Beritakasus.com//Surabaya - Dewan Pimpinan Pusat Aliansi Madura Indonesia (AMI) memberikan apresiasi kepada Korps Pemberantasan Tindak Pidana Korupsi (Kortas Tipikor) Mabes Polri atas penetapan mantan Jaksa Agung Muda Tindak Pidana Khusus (Jampidsus) sebagai tersangka dalam tiga perkara dugaan tindak pidana korupsi.pada hari Sabtu (11/6/2026)

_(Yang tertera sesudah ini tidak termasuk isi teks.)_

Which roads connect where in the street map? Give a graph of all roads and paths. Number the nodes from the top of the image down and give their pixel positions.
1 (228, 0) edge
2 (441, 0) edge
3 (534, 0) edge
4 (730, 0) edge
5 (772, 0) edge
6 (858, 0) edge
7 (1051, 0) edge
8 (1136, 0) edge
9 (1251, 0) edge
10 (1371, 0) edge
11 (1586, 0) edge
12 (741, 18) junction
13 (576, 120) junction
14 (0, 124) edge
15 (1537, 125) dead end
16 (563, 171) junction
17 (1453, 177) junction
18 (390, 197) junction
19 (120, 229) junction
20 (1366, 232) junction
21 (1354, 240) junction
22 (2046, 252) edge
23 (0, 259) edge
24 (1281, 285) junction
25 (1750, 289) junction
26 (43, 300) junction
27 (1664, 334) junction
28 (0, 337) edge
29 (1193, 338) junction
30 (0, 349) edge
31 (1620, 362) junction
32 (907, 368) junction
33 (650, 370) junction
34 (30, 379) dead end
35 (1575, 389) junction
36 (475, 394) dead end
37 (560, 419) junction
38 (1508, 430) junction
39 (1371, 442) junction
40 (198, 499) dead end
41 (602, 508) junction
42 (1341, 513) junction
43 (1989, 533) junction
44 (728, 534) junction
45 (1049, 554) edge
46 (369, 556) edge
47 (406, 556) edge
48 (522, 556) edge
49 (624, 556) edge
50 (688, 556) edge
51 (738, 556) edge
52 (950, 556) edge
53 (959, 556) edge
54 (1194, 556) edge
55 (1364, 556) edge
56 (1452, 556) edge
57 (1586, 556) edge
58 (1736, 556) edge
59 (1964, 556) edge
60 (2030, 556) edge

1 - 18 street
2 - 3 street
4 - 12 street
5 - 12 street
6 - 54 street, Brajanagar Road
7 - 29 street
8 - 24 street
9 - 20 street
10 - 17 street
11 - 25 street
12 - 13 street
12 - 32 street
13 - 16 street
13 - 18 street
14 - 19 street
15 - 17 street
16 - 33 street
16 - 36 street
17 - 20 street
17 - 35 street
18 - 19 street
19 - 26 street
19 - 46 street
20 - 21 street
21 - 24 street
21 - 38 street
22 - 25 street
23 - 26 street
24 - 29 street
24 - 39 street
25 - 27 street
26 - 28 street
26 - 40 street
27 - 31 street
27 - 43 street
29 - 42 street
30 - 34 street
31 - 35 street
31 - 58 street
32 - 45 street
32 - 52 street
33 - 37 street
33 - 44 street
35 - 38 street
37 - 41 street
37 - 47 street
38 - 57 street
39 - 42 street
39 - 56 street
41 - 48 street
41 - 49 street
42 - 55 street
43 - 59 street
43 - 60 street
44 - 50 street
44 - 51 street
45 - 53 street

Ketua Umum DPP AMI, Baihaki Akbar, menilai langkah tersebut merupakan bukti bahwa penegakan hukum tidak boleh berhenti pada masyarakat biasa, tetapi juga harus menyentuh para pejabat tinggi yang diduga terlibat tindak pidana korupsi.
"AMI mengapresiasi keberanian dan komitmen Kortas Tipidkor Mabes Polri yang telah menetapkan mantan Jampidsus sebagai tersangka. Ini membuktikan bahwa hukum harus berdiri tegak tanpa pandang bulu. Kami mendesak agar kepolisian segera melakukan penangkapan dan penahanan sesuai mekanisme hukum yang berlaku agar tidak menimbulkan spekulasi maupun keresahan di tengah masyarakat," tegas Baihaki.
Menurut AMI, perkara ini menjadi pukulan telak bagi citra Kejaksaan Republik Indonesia. Lembaga yang selama ini menjadi ujung tombak pemberantasan korupsi justru menghadapi tuduhan serius yang melibatkan salah satu pejabat strategisnya.
"Perkara ini merupakan tamparan keras bagi Kejaksaan RI. Publik tentu berharap aparat penegak hukum menjadi teladan dalam menjaga integritas, bukan justru terseret dugaan praktik korupsi. Kepercayaan masyarakat terhadap institusi penegak hukum harus dipulihkan melalui proses hukum yang terbuka, profesional, dan tidak tebang pilih," ujarnya.
AMI menegaskan bahwa kasus ini harus menjadi momentum untuk melakukan evaluasi menyeluruh terhadap sistem pengawasan internal di seluruh lembaga penegak hukum. Tidak boleh ada perlindungan terhadap siapa pun yang diduga menyalahgunakan jabatan demi kepentingan pribadi.
"Korupsi adalah kejahatan luar biasa. Oleh karena itu, siapa pun yang diduga terlibat harus diproses secara tegas sesuai hukum yang berlaku. Jangan sampai penegakan hukum hanya tajam ke bawah tetapi tumpul ke atas," tutup Baihaki.
Masyarakat kini menunggu bukti nyata bahwa pemberantasan korupsi benar-benar dilakukan tanpa pandang jabatan maupun institusi.